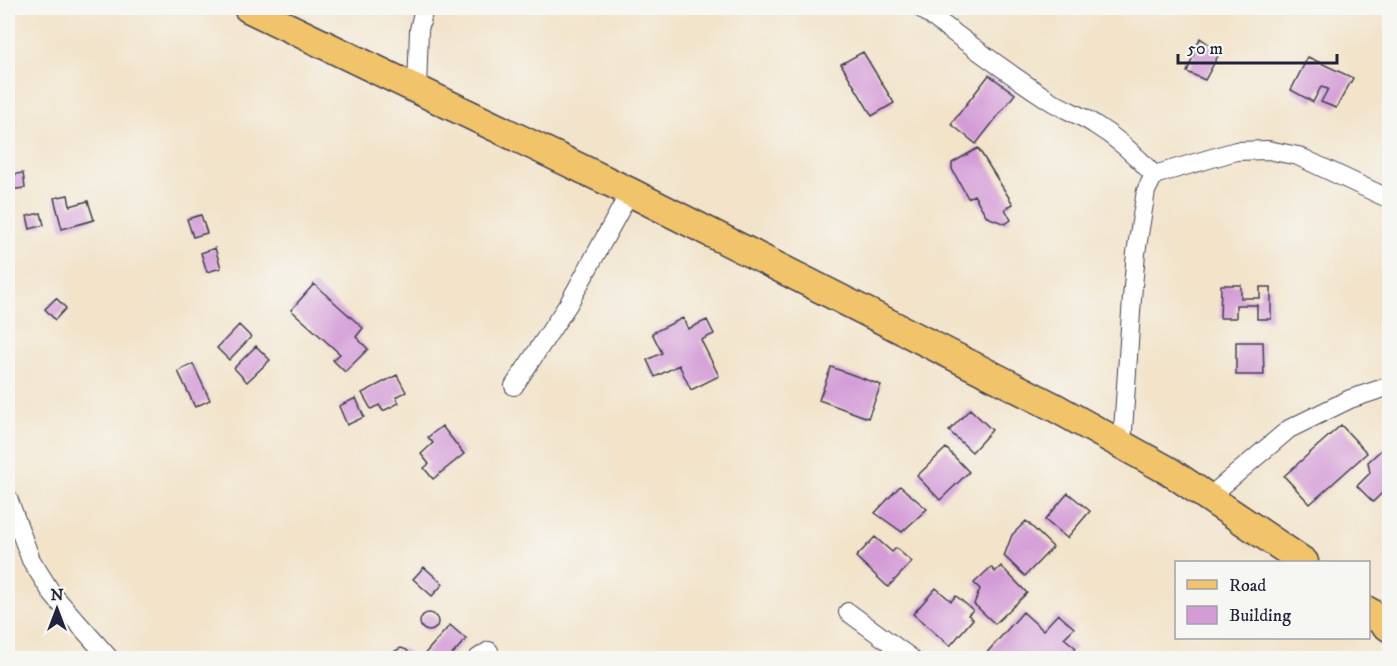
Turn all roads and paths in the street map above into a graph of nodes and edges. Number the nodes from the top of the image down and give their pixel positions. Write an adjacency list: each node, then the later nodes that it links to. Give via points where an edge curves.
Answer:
1 (248, 8): 4 (main road)
2 (424, 8): 4 (street, via 419,30)
3 (921, 8): 5 (street, via 1052,102 1118,140)
4 (417, 89): 6 (main road)
5 (1154, 175): 7 (street, via 1236,151 1268,150 1298,156); 10 (street, via 1146,191 1136,253)
6 (630, 192): 8 (street, via 569,303); 10 (main road)
7 (1389, 198)
8 (514, 386)
9 (1389, 386): 11 (street, via 1350,399 1289,429)
10 (1122, 445): 11 (main road)
11 (1209, 497): 13 (main road)
12 (8, 498): 17 (street, via 31,560 53,595)
13 (1303, 561)
14 (848, 612): 18 (street)
15 (1370, 613): 16 (main road)
16 (1389, 628)
17 (109, 658)
18 (911, 658)

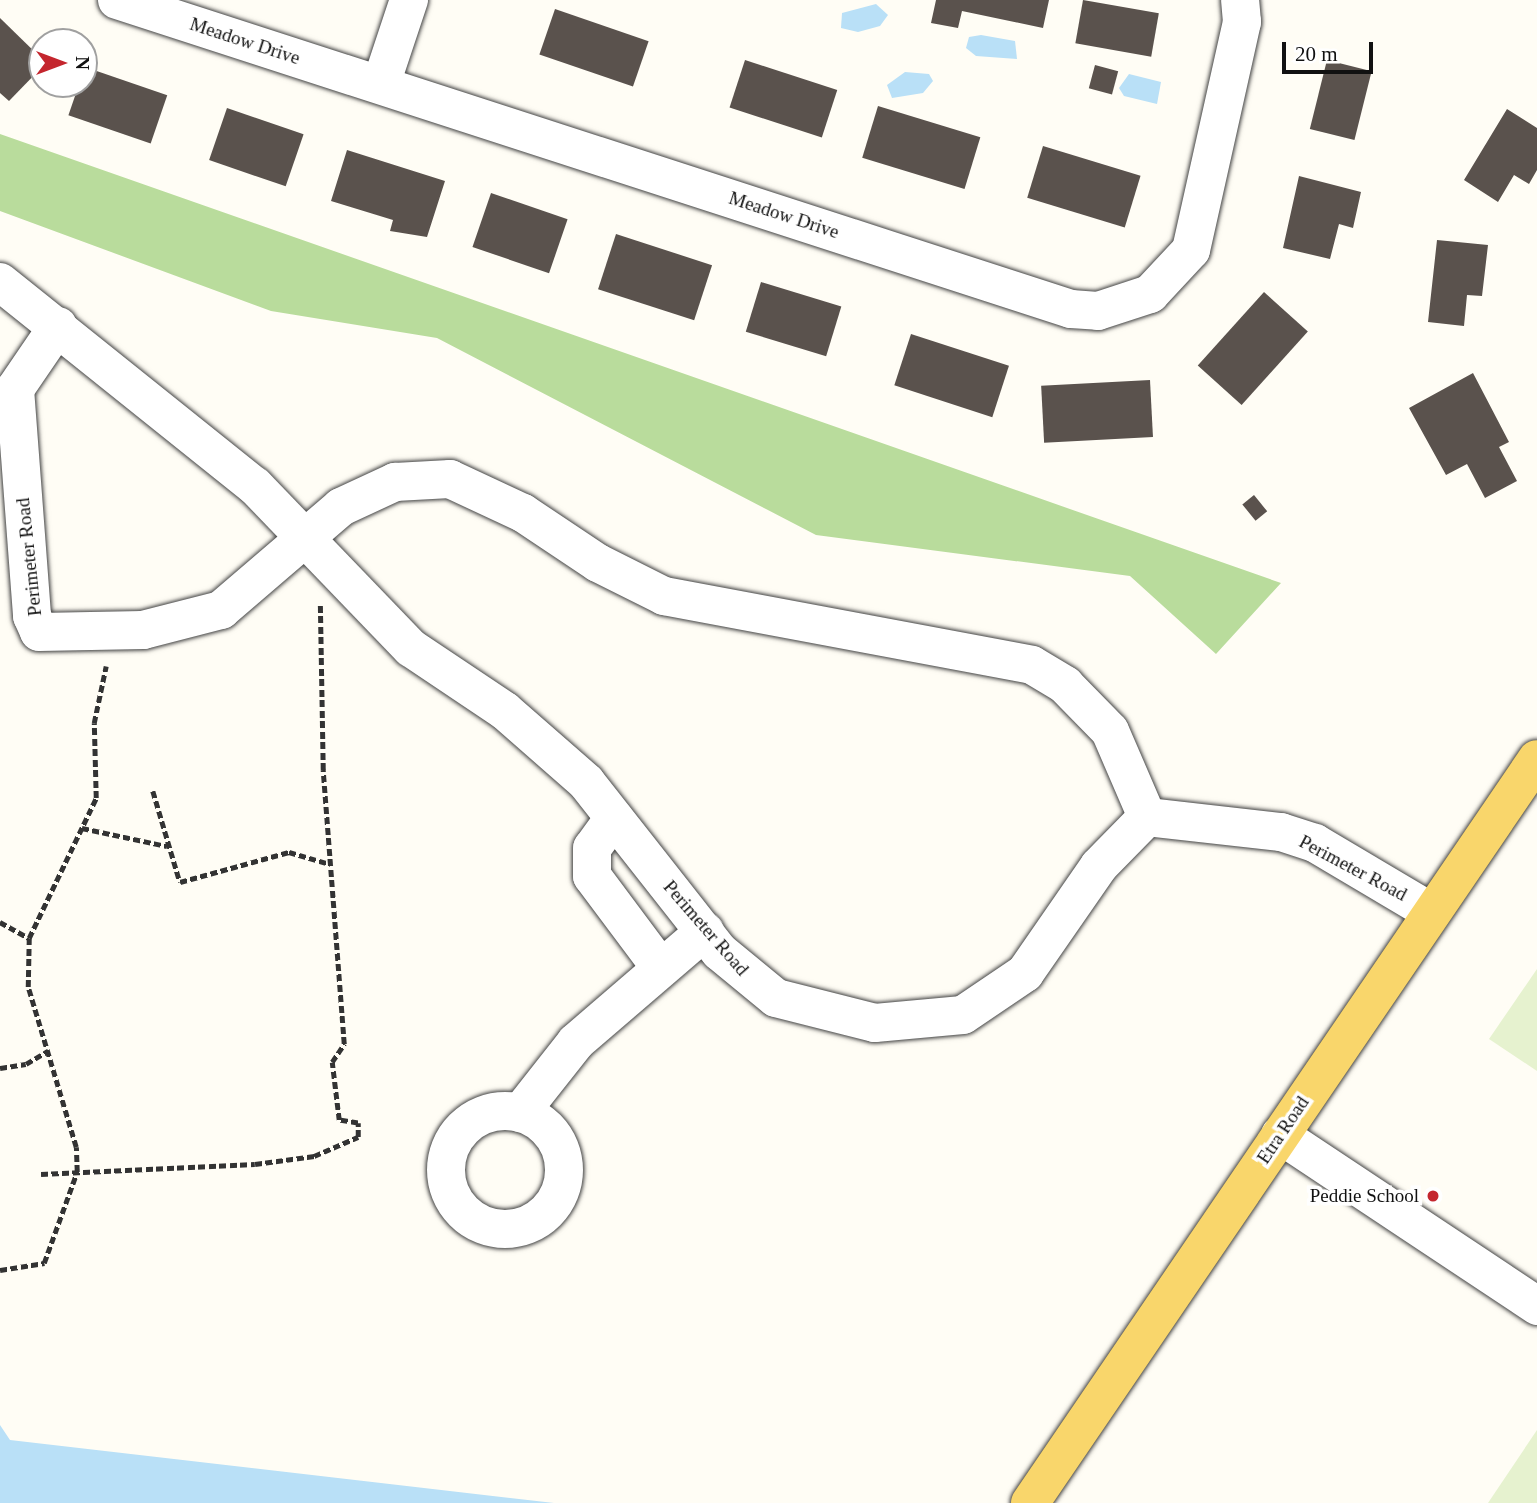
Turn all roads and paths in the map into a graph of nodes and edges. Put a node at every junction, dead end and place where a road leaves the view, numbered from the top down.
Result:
1 (117, 0) edge
2 (409, 0) edge
3 (1240, 0) edge
4 (382, 84) junction
5 (0, 282) edge
6 (58, 326) junction
7 (8, 386) edge
8 (304, 536) junction
9 (340, 574) junction
10 (114, 631) junction
11 (1537, 758) edge
12 (153, 790) dead end
13 (1147, 817) junction
14 (614, 818) junction
15 (82, 828) junction
16 (167, 846) junction
17 (330, 864) junction
18 (1431, 912) junction
19 (0, 922) edge
20 (705, 931) junction
21 (29, 938) junction
22 (660, 967) junction
23 (48, 1051) junction
24 (0, 1068) edge
25 (520, 1112) dead end
26 (1280, 1135) junction
27 (77, 1172) junction
28 (41, 1174) dead end
29 (0, 1270) edge
30 (1537, 1306) edge
31 (1030, 1503) edge

1 - 4 street, Meadow Drive
2 - 4 street
3 - 4 street, Meadow Drive
5 - 6 street, Perimeter Road
6 - 7 street, Perimeter Road
6 - 8 street, Perimeter Road
7 - 10 street, Perimeter Road
8 - 9 street, Perimeter Road
8 - 10 street, Perimeter Road
8 - 13 street, Perimeter Road
9 - 14 street, Perimeter Road
9 - 17 path
10 - 15 path
11 - 18 main road, Etra Road
12 - 16 path
13 - 18 street, Perimeter Road
13 - 20 street, Perimeter Road
14 - 20 street, Perimeter Road
14 - 22 street
15 - 16 path
15 - 21 path
16 - 17 path
17 - 27 path
18 - 26 main road, Etra Road
19 - 21 path
20 - 22 street
21 - 23 path
22 - 25 street
23 - 24 path
23 - 27 path
26 - 30 street
26 - 31 main road, Etra Road
27 - 28 path
27 - 29 path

◆ ◆ ◆ ◆

Work instructions: Scan the data above and copy every line with "graph" in it.

Exercise result:
Turn all roads and paths in the street map above into a graph of nodes and edges. Number the nodes from the top of the image down and give their pixel positions. Write an adjacency list: each node, then the later nodes that it links to. Give via points where an edge curves.
Turn all roads and paths in the map into a graph of nodes and edges. Put a node at every junction, dead end and place where a road leaves the view, numbered from the top down.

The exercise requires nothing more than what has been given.